Merrill Lynch International, is authorised in the United Kingdom by the PRA and regulated in the United Kingdom by the FCA and PRA, is acting exclusively for the Company and no one else in connection with Capital Raise and will not be responsible to anyone other than the Company for providing the protections afforded to its clients or for providing any advice in relation to the Admission, the Capital Raise or any matter referred to herein.

 

Goodbody Stockbrokers, trading as Goodbody, is authorised and regulated in Ireland by the Central Bank of Ireland, is acting exclusively for the Company and no one else in connection with Capital Raise and will not be responsible to anyone other than the Company for providing the protections afforded to its clients or for providing any advice in relation to Admission, the Capital Raise or any matter referred to herein.

 

J&E Davy, trading as Davy, which is authorised and regulated in Ireland by the Central Bank of Ireland, is acting exclusively for the Company and no one else in connection with Capital Raise and will not be responsible to anyone other than the Company for providing the protections afforded to its clients or for providing any advice in relation to Admission, the Capital Raise or any matter referred to herein.

 

In connection with the Capital Raise, each of the Banks or any of their respective affiliates, may take up a portion of the New Ordinary Shares and/or related instruments in connection with the Capital Raise as a principal position and in that capacity may retain, purchase, sell, offer to sell for their own account(s) such New Ordinary Shares and/or related instruments in connection with the Capital Raise or otherwise. Accordingly, references in the Prospectus, once published, to the New Ordinary Shares being issued, offered, subscribed, acquired, placed or otherwise dealt in should be read as including any issue or offer to, or subscription, acquisition, placing or dealing by, the Banks or any of their respective affiliates acting as investors for their own accounts.
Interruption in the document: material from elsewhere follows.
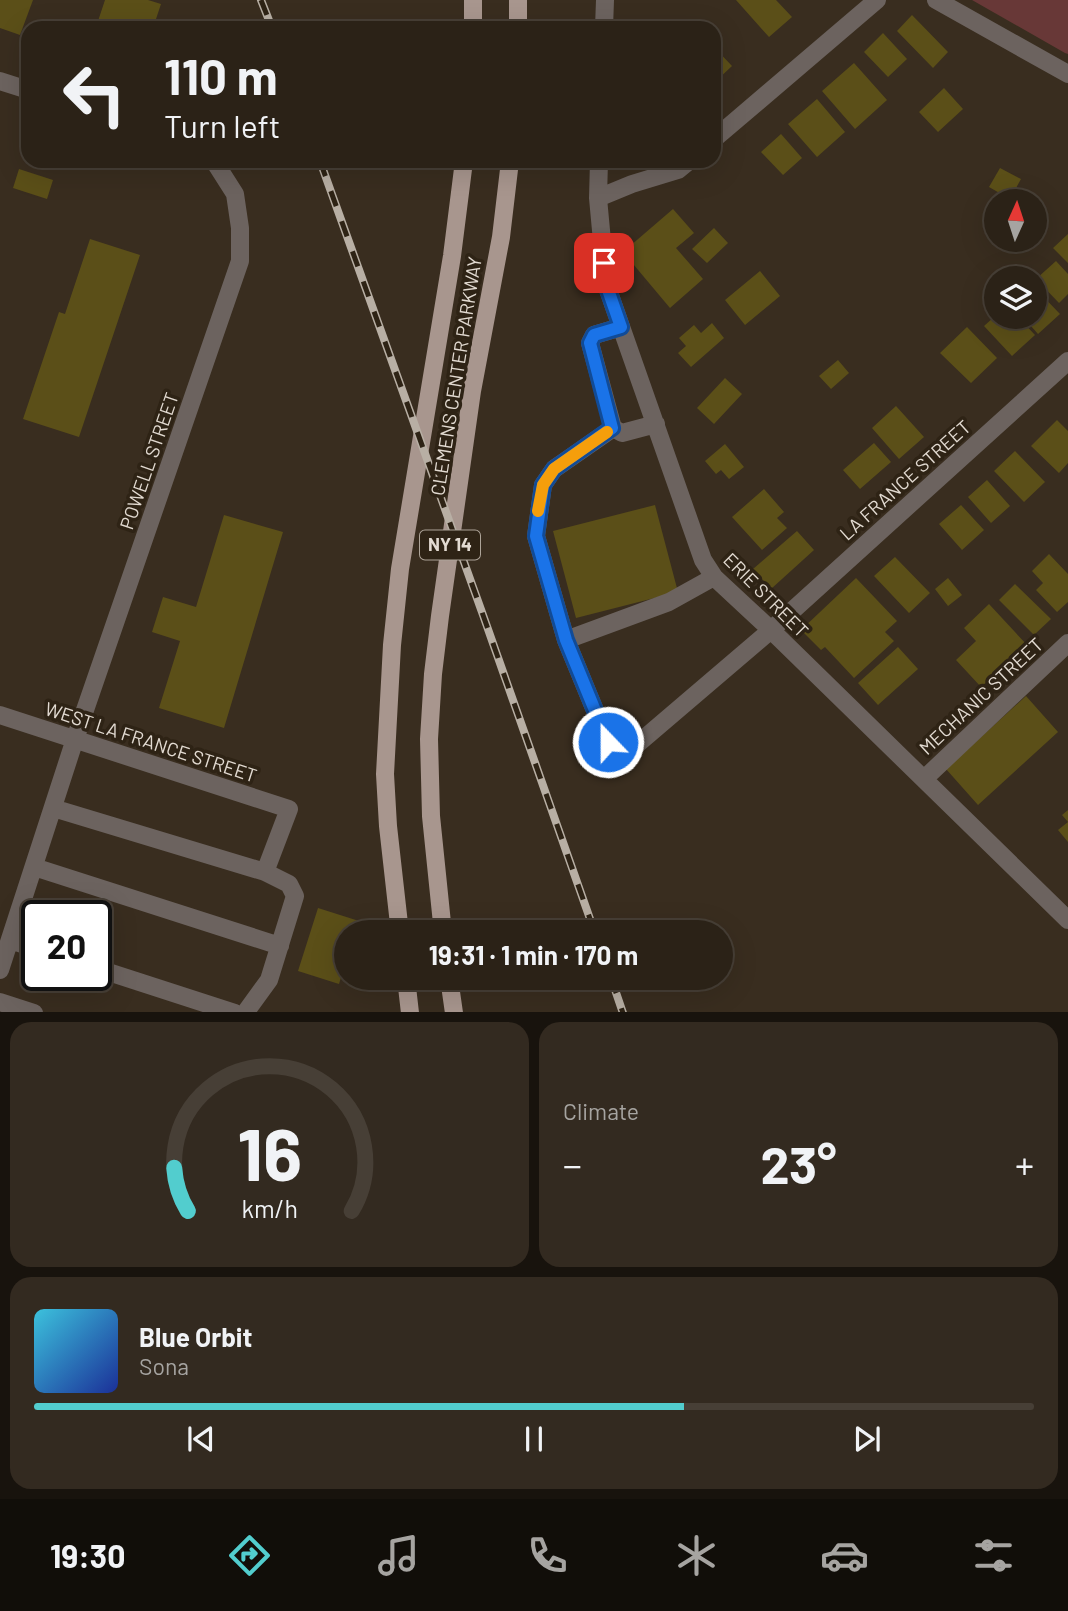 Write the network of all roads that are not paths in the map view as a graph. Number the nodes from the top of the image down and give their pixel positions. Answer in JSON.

Except as required for legal or regulatory obligations to do so, the Banks do not propose to make any disclosure in relation to the extent of any such investments or transactions. 

 

None of the Banks, any of their respective affiliates, or any of their or their affiliates' respective directors, officers or employees, advisers or agents accepts any responsibility or liability whatsoever for the contents of this announcement, or no representation or warranty, express or implied, is made as to the accuracy, completeness, correctness or fairness of the information or opinions contained in, this announcement or any document referred to in this announcement (or whether any information has been omitted from this announcement or any document referred to in this announcement) or any other information relating to the Company or their respective subsidiaries or affiliates, whether written, oral or in a visual or electronic form, and howsoever transmitted or made available or for any loss howsoever arising from any use of the announcement or its contents or otherwise arising in connection therewith. Accordingly, each of the Banks, their respective affiliates, and each of their and their affiliates' respective directors, officers, employees and agents, and any other person acting on their behalf, expressly disclaims any and all liability whatsoever for any loss howsoever arising from, or in reliance upon, the whole or any part of the contents of this announcement, whether in tort, contract or otherwise which they might otherwise have in respect of this announcement or its contents or otherwise arising in connection therewith.

 

The contents of this announcement are not to be construed as legal, financial or tax advice. Each prospective investor should consult his own legal adviser, financial adviser or tax adviser for legal, financial or tax advice, respectively.